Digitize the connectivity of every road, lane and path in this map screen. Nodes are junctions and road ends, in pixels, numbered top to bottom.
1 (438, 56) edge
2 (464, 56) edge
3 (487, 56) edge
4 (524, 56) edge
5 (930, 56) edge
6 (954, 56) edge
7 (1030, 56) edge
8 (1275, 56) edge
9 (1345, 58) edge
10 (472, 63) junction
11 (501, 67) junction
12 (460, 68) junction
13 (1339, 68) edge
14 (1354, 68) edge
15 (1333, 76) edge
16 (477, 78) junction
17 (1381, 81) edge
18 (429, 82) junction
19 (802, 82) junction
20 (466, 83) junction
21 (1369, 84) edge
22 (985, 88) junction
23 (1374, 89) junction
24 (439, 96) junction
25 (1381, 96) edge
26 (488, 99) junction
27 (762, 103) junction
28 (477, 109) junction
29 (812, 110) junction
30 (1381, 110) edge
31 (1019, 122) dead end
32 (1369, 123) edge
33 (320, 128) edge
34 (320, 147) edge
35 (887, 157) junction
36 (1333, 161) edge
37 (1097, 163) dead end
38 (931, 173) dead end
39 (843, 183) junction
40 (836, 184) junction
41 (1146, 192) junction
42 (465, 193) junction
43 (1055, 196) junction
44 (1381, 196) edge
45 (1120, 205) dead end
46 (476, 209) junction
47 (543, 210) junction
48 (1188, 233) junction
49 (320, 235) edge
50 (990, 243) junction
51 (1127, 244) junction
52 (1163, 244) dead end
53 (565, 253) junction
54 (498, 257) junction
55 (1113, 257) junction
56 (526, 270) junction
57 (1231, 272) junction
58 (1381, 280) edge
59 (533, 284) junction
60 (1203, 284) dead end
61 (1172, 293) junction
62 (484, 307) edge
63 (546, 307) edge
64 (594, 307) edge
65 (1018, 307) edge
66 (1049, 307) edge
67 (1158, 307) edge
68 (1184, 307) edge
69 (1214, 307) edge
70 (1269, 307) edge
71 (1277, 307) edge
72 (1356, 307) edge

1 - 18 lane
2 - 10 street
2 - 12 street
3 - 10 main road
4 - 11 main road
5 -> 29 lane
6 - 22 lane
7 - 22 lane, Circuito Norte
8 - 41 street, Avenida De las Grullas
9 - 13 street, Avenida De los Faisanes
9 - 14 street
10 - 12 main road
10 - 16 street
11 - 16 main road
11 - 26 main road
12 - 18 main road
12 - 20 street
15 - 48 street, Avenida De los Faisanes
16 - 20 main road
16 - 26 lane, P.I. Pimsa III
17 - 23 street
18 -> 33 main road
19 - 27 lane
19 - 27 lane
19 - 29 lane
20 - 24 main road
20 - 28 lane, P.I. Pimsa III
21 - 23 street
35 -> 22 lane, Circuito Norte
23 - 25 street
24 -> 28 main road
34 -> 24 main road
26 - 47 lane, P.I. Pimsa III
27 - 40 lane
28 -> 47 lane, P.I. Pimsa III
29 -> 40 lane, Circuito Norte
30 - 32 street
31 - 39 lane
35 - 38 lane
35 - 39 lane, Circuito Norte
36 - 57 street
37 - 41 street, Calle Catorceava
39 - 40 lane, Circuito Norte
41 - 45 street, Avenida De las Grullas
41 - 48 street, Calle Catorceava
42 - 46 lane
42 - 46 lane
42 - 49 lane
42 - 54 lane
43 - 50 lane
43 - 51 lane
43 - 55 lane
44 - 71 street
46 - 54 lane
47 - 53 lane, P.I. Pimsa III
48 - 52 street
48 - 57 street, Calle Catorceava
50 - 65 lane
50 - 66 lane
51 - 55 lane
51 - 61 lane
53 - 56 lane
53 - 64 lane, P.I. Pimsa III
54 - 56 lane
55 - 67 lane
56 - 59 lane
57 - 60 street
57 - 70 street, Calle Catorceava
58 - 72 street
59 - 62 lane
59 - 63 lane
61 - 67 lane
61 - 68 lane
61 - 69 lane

--*--

> WHAT YOU SHOULD DO:
Word for word, repeat each entry from the listing above.

> RESPONSE:
Digitize the connectivity of every road, lane and path in this map screen. Nodes are junctions and road ends, in pixels, numbered top to bottom.
1 (438, 56) edge
2 (464, 56) edge
3 (487, 56) edge
4 (524, 56) edge
5 (930, 56) edge
6 (954, 56) edge
7 (1030, 56) edge
8 (1275, 56) edge
9 (1345, 58) edge
10 (472, 63) junction
11 (501, 67) junction
12 (460, 68) junction
13 (1339, 68) edge
14 (1354, 68) edge
15 (1333, 76) edge
16 (477, 78) junction
17 (1381, 81) edge
18 (429, 82) junction
19 (802, 82) junction
20 (466, 83) junction
21 (1369, 84) edge
22 (985, 88) junction
23 (1374, 89) junction
24 (439, 96) junction
25 (1381, 96) edge
26 (488, 99) junction
27 (762, 103) junction
28 (477, 109) junction
29 (812, 110) junction
30 (1381, 110) edge
31 (1019, 122) dead end
32 (1369, 123) edge
33 (320, 128) edge
34 (320, 147) edge
35 (887, 157) junction
36 (1333, 161) edge
37 (1097, 163) dead end
38 (931, 173) dead end
39 (843, 183) junction
40 (836, 184) junction
41 (1146, 192) junction
42 (465, 193) junction
43 (1055, 196) junction
44 (1381, 196) edge
45 (1120, 205) dead end
46 (476, 209) junction
47 (543, 210) junction
48 (1188, 233) junction
49 (320, 235) edge
50 (990, 243) junction
51 (1127, 244) junction
52 (1163, 244) dead end
53 (565, 253) junction
54 (498, 257) junction
55 (1113, 257) junction
56 (526, 270) junction
57 (1231, 272) junction
58 (1381, 280) edge
59 (533, 284) junction
60 (1203, 284) dead end
61 (1172, 293) junction
62 (484, 307) edge
63 (546, 307) edge
64 (594, 307) edge
65 (1018, 307) edge
66 (1049, 307) edge
67 (1158, 307) edge
68 (1184, 307) edge
69 (1214, 307) edge
70 (1269, 307) edge
71 (1277, 307) edge
72 (1356, 307) edge

1 - 18 lane
2 - 10 street
2 - 12 street
3 - 10 main road
4 - 11 main road
5 -> 29 lane
6 - 22 lane
7 - 22 lane, Circuito Norte
8 - 41 street, Avenida De las Grullas
9 - 13 street, Avenida De los Faisanes
9 - 14 street
10 - 12 main road
10 - 16 street
11 - 16 main road
11 - 26 main road
12 - 18 main road
12 - 20 street
15 - 48 street, Avenida De los Faisanes
16 - 20 main road
16 - 26 lane, P.I. Pimsa III
17 - 23 street
18 -> 33 main road
19 - 27 lane
19 - 27 lane
19 - 29 lane
20 - 24 main road
20 - 28 lane, P.I. Pimsa III
21 - 23 street
35 -> 22 lane, Circuito Norte
23 - 25 street
24 -> 28 main road
34 -> 24 main road
26 - 47 lane, P.I. Pimsa III
27 - 40 lane
28 -> 47 lane, P.I. Pimsa III
29 -> 40 lane, Circuito Norte
30 - 32 street
31 - 39 lane
35 - 38 lane
35 - 39 lane, Circuito Norte
36 - 57 street
37 - 41 street, Calle Catorceava
39 - 40 lane, Circuito Norte
41 - 45 street, Avenida De las Grullas
41 - 48 street, Calle Catorceava
42 - 46 lane
42 - 46 lane
42 - 49 lane
42 - 54 lane
43 - 50 lane
43 - 51 lane
43 - 55 lane
44 - 71 street
46 - 54 lane
47 - 53 lane, P.I. Pimsa III
48 - 52 street
48 - 57 street, Calle Catorceava
50 - 65 lane
50 - 66 lane
51 - 55 lane
51 - 61 lane
53 - 56 lane
53 - 64 lane, P.I. Pimsa III
54 - 56 lane
55 - 67 lane
56 - 59 lane
57 - 60 street
57 - 70 street, Calle Catorceava
58 - 72 street
59 - 62 lane
59 - 63 lane
61 - 67 lane
61 - 68 lane
61 - 69 lane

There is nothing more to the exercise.